By Donald E. Greydanus, MD
If you are like many parents, you are probably very interested in having your children and teenagers become active in sports. The hope is that sports activity will be a beneficial experience for both you and your children. As a pediatrician, I am often asked a number of questions about adolescents, sports and stress. "Will my teenager experience stress as a result of sports play? How can I reduce some of the potential emotional problems involved in sports?" This article explores some of the factors that may lead to a negative reaction by your teenagers as they take part in various sports.

Stress is a natural part of sport participation, as stress is natural in many aspects of life.

Experiencing stress in sports can be a good learning experience for teenagers. Sport participation can teach your athlete how to handle competition, defeat, and even performance anxiety. It can teach your teenager about physical fitness, how to develop social skills and friendships, and the importance of team-play in sports and in life. The stress of trying out and not being accepted on a team can be a positive learning experience if handled well, or a very negative one if handled badly. Parents and clinicians can be very helpful to teenagers by acknowledging this fact and discussing such issues with them.

Stress can also lead to problems Negative consequences of overwhelming stress are many, including chronic fatigue ('athletic burnout syndrome'), depression a nd rapid loss of previously learned skills. "Burnout"” can also result from over-training, encouraged by overzealous parents, coaches, or the teenagers themselves. Children and teenagers should enjoy their sports participation and not be forced by parents or coaches to specialize in one sport too early, in the hopes of producing a famous professional superstar. Teenagers who excel at one sport may feel sad or anxious during its off-season. Encouraging other, perhaps noncompetitive sports and social activities during this time may help teenagers who are temporarily on break from their sport.

There are a number of techniques that can be helpful in preventing or reducing sport-induced stress. Relaxation training, meditation, hypnosis, breath control, yoga, prayer, and biofeedback are all techniques that help to relieve stress.
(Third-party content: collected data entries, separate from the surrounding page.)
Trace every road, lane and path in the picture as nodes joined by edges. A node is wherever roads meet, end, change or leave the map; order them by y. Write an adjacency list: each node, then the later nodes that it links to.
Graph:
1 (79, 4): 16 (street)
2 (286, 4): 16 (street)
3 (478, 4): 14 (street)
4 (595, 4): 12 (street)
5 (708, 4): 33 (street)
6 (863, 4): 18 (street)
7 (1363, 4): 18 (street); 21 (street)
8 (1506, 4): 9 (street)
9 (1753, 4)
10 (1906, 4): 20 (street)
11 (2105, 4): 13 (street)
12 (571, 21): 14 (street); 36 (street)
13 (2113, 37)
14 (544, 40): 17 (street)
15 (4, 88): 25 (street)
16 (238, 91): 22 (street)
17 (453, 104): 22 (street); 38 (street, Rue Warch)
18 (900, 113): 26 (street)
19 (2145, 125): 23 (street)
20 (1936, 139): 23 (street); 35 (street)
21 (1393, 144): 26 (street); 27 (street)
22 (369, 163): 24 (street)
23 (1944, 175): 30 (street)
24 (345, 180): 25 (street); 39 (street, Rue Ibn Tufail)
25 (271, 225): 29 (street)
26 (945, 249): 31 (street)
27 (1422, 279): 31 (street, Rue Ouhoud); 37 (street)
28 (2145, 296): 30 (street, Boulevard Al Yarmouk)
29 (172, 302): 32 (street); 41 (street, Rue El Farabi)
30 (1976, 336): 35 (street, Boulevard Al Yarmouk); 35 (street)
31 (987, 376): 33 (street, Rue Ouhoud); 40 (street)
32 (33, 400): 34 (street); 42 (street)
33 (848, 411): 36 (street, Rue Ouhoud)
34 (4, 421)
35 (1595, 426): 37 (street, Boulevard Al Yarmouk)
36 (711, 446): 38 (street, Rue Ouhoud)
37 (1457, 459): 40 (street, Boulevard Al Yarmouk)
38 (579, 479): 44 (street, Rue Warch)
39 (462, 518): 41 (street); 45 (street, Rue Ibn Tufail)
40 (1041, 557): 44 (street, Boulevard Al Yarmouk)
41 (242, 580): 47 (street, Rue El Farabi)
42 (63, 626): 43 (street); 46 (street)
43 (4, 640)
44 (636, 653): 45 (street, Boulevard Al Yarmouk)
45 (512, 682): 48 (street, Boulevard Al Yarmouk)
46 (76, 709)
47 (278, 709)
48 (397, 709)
I recommend that athletes who are under excessive sports-induced stress work with sports medicine clinicians or psychologists who can teach them some of these methods. You can talk to your health care professional to get more information or a referral, if needed.

Parents should avoid joining the current milieu of 'victory at any cost'. Which is often in many organized sports programs, including high school competition. I recommend that parents and school personal encourage adolescents to set positive goals in their sport activities. Learning the joy of physical activity and acquiring a sense of competence are two such positive goals. Our teenagers should not be placed under overwhelming pressure to win. You should not push your children beyond their abilities nor teach your children that self-esteem comes only from winning. Some young people I have treated feel that they are loved and valued only if they do well in sports. Just go to a sports event at any junior high or high school and you can see parents yelling at their children, coaches, umpires and fellow parents, in a vain attempt to teach love only through victory. Parent must be aware of this attitude and guard against it.

We should remember that children, young teenagers and older teenagers are at different stages of development, and their level of development may influence their sports performance.